GO terms of DEGs in profile 1 showed that FM of chicken is a complex biological process including stress response (G-protein-coupled receptor signaling pathway), development (extraocular skeletal muscle development and negative regulation of BMP signaling pathway), reproduction (granulosa cell differentiation), and aging (NADH dehydrogenase (ubiquinone) activity). G-protein-coupled receptors are key cell-surface proteins that can transform extracellular environmental change signals into intracellular biochemical signals, causing changes in intracellular energy metabolism and secretion of hormones to adapt to the external stress environment [72]. The BMP signaling pathway plays an important role in the development of the aging skeleton [73,74]. Of course, the DEGs of profiles 1 and 13 were all annotated in the KEGG pathway of oxidative phosphorylation related to cell aging [75]. Therefore, it was confirmed again that these DEGs might mainly affect the physical fitness of hens by regulating cell aging, apoptosis, and development during FM, thereby indirectly changing ELR.

4.7. Aging-Related Hub Genes Were Identified by WGCNA

In our previous research, we separated the hypothalamus and ovary of hens to study their roles in the FM process. However, it was reported that high rates of egg production of hens could be comprehensively regulated through the hypothalamic–pituitary–ovarian axis [76,77,78]. Furthermore, WGCNA has many distinct advantages over other methods because the analysis focuses on the association between coexpression modules and phenotypic traits, and the results have high reliability and biological significance [79]. Therefore, we next put hypothalamus and ovary data together to perform WGCNA. ELRs during five different periods were defined as phenotypic traits. Genes in the same module are functionally related to each other. WGCNA allows for the identification of biologically relevant modules and hub genes that may eventually serve as biomarkers for regulation.

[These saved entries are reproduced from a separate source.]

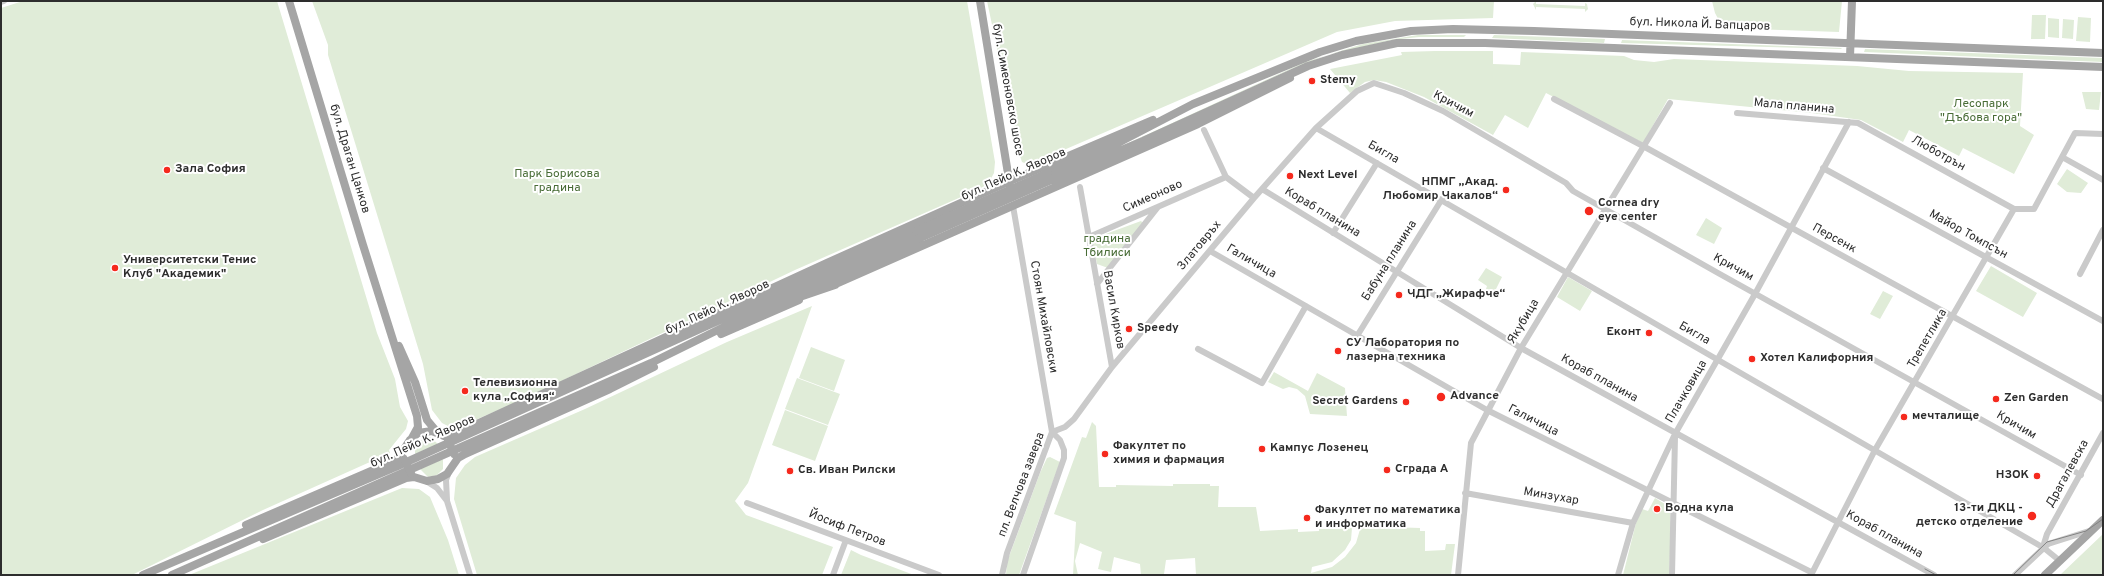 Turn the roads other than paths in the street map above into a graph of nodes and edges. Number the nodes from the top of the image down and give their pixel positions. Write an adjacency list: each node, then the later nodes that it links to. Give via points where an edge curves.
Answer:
1 (4, 1): 5 (street)
2 (289, 1): 54 (main road, бул. Драган Цанков)
3 (980, 1): 28 (main road, бул. Симеоновско шосе)
4 (1852, 1): 6 (main road)
5 (1, 2)
6 (1851, 43): 7 (main road, бул. Никола Й. Вапцаров); 8 (main road); 9 (main road, бул. Никола Й. Вапцаров, via 1534,31 1430,30 1356,41)
7 (2103, 53)
8 (1850, 57): 10 (main road, бул. Пейо К. Яворов, via 1424,42 1381,46); 11 (main road)
9 (1301, 60): 15 (main road, бул. Пейо К. Яворов)
10 (1308, 66): 25 (main road, бул. Пейо К. Яворов, via 1143,141); 33 (main road, via 1280,84 1218,115)
11 (2103, 67)
12 (1374, 83): 18 (street, Златовръх, via 1357,91); 35 (street, Кричим, via 1404,93 1443,111)
13 (1554, 99): 21 (street, Персенк)
14 (1670, 103): 21 (street, Якубица)
15 (1193, 104): 25 (main road, бул. Пейо К. Яворов); 28 (main road)
16 (1737, 113): 17 (street, Мала планина)
17 (1849, 122): 24 (street, Плачковица); 36 (street, Люботрън, via 1860,124)
18 (1316, 128): 23 (street, Бигла); 30 (street, Златовръх)
19 (1204, 130): 26 (street)
20 (2103, 134): 22 (street, via 2075,133)
21 (1643, 146): 35 (street, Якубица); 37 (street, Персенк)
22 (2062, 157): 27 (street); 36 (street, via 2034,210)
23 (1377, 163): 32 (street, Бигла); 39 (street)
24 (1823, 168): 37 (street, Плачковица); 42 (street, Майор Томпсън)
25 (1049, 176): 51 (main road, бул. Пейо К. Яворов, bridge)
26 (1226, 177): 31 (street); 34 (street, Симеоново)
27 (2103, 180)
28 (1010, 181): 33 (main road, бул. Симеоновско шосе); 43 (main road)
29 (1080, 186): 40 (street, Васил Кирков)
30 (1262, 189): 31 (street, Златовръх); 39 (street, Кораб планина)
31 (1254, 198): 41 (street, Златовръх)
32 (1442, 199): 44 (street, Бабуна планина); 45 (street, Бигла)
33 (1013, 206): 48 (main road); 65 (street, Стоян Михайловски)
34 (1159, 206): 40 (street, Симеоново); 47 (street)
35 (1606, 208): 45 (street, Якубица); 49 (street, Кричим)
36 (2014, 209): 42 (street, Трепетлика)
37 (1791, 228): 49 (street, Плачковица); 52 (street, Персенк)
38 (2103, 230): 46 (street)
39 (1333, 233): 44 (street, Кораб планина)
40 (1089, 237): 47 (street, Васил Кирков)
41 (1210, 251): 50 (street, Галичица); 61 (street, Златовръх)
42 (1987, 258): 52 (street, Трепетлика); 53 (street, Майор Томпсън)
43 (827, 263): 51 (main road); 55 (main road)
44 (1396, 272): 56 (street, Бабуна планина); 58 (street, Кораб планина)
45 (1567, 272): 58 (street, Якубица); 60 (street, Бигла)
46 (2080, 274)
47 (1097, 284): 61 (street, Васил Кирков)
48 (835, 285): 51 (main road); 57 (main road)
49 (1755, 294): 60 (street, Плачковица); 62 (street, Кричим)
50 (1306, 306): 56 (street, Галичица); 59 (street, via 1262,383)
51 (744, 313): 55 (main road); 57 (main road); 84 (main road, бул. Пейо К. Яворов, via 400,465); 86 (main road, бул. Пейо К. Яворов, via 650,363)
52 (1953, 317): 62 (street, Трепетлика); 63 (street, Персенк)
53 (2103, 321)
54 (388, 324): 66 (main road, бул. Драган Цанков, via 407,362 427,420); 69 (main road, бул. Драган Цанков, via 417,416 418,427)
55 (683, 330): 66 (main road, via 453,435)
56 (1358, 336): 64 (street, Галичица)
57 (691, 347): 71 (main road, via 610,389 461,456)
58 (1520, 348): 64 (street, Якубица); 68 (street, Кораб планина)
59 (1198, 349)
60 (1718, 360): 68 (street, Плачковица); 70 (street, Бигла)
61 (1112, 367): 65 (street, Златовръх, via 1074,419 1065,427)
62 (1916, 382): 70 (street, Трепетлика); 72 (street, Кричим)
63 (2103, 399)
64 (1487, 410): 74 (street, Галичица); 75 (street, Якубица, via 1471,443)
65 (1052, 432): 94 (street, пл. Велчова завера, via 1007,553); 95 (street, пл. Велчова завера, via 1060,440 1064,458)
66 (439, 433): 69 (main road, via 423,432); 71 (main road, bridge, via 448,440 454,454)
67 (2103, 433): 72 (street, Драгалевска)
68 (1675, 434): 74 (street, Плачковица); 78 (street); 80 (street, Кораб планина)
69 (409, 441): 73 (main road, bridge, via 404,459 411,473); 84 (main road, via 400,456 392,462 270,514 223,536)
70 (1875, 450): 80 (street, Трепетлика); 85 (street, Бигла)
71 (451, 468): 73 (main road, via 438,479); 76 (street, via 446,480)
72 (2081, 475): 85 (street, Драгалевска, via 2047,534)
73 (421, 479): 76 (street, via 437,488); 86 (main road, via 411,477 399,481 299,525 232,552)
74 (1648, 491): 78 (street, Галичица); 81 (street, Плачковица)
75 (1465, 492): 81 (street, Минзухар); 96 (street, Якубица)
76 (447, 501): 91 (street)
77 (747, 503): 83 (street, Йосиф Петров)
78 (1674, 504): 88 (street, Галичица); 98 (street)
79 (2103, 520): 82 (main road)
80 (1837, 521): 88 (street, Трепетлика); 99 (street, Кораб планина)
81 (1633, 523): 97 (street, Плачковица)
82 (2092, 530): 85 (street, via 2055,540); 87 (main road)
83 (846, 540): 92 (street); 93 (street, Йосиф Петров)
84 (209, 546): 89 (main road, бул. Пейо К. Яворов)
85 (2043, 547): 87 (street, Бигла); 100 (street)
86 (213, 556): 90 (main road, бул. Пейо К. Яворов)
87 (2060, 561): 101 (main road)
88 (1811, 574)
89 (144, 575)
90 (172, 575)
91 (470, 575)
92 (833, 575)
93 (939, 575)
94 (1002, 575)
95 (1023, 575)
96 (1458, 575)
97 (1618, 575)
98 (1672, 575)
99 (1934, 575)
100 (2015, 575)
101 (2045, 575)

Ultimately, five significant hub genes (INO80D, HELZ, AGO4, ROCK2, and RFX7) in the brown module were identified. INO80D can accelerate atherosclerotic aging and induce hypertension and cataracts [80]. HELZ is associated with various mRNA decay factors, regulating the expression of genes related to the development of the nervous system [81]. AGO4 is closely related to ovarian development in laying hens, and its mutation may induce ovarian cancer [82]. Inhibition of ROCK2 expression can promote autophagy in cardiomyocytes under the induction of starvation and senescence, thus slowing aging [83], and ROCK2 in chickens can regulate ovarian follicular development through the hypothalamic–pituitary–ovarian axis [84]. RFX7 can maintain the basic function of natural killer cells and improve immune defense mechanisms in animals [85].

5. Conclusions

In our study, to reveal dynamic gene expression patterns of the hypothalamus and ovary during FM in five growth periods in chickens, we first performed pairwise comparison of RNA-seq analysis for the five periods using the hypothalamus and ovary. The results showed there were more DEGs in the three periods 1-vs-2, 2-vs-3, and 3-vs-5 than in other periods, while the reversible biological process of cell aging and redevelopment existed in the two periods 2-vs-3 and 3-vs-5. STEM analysis was performed on all DEGs from the three periods for the hypothalamus and ovary, and 45 genes were involved in cell aging and 8 genes were involved in autophagy during FM. Finally, five significant brown module genes were identified by WGCNA, among which INO80D and ROCK2 were related to cell aging, and the other three genes were related to hunger stress and ovarian development. Therefore, the process of FM of laying hens can cause dynamic changes in gene expression levels related to cell aging and redevelopment, thus leading to dynamic changes in ELR.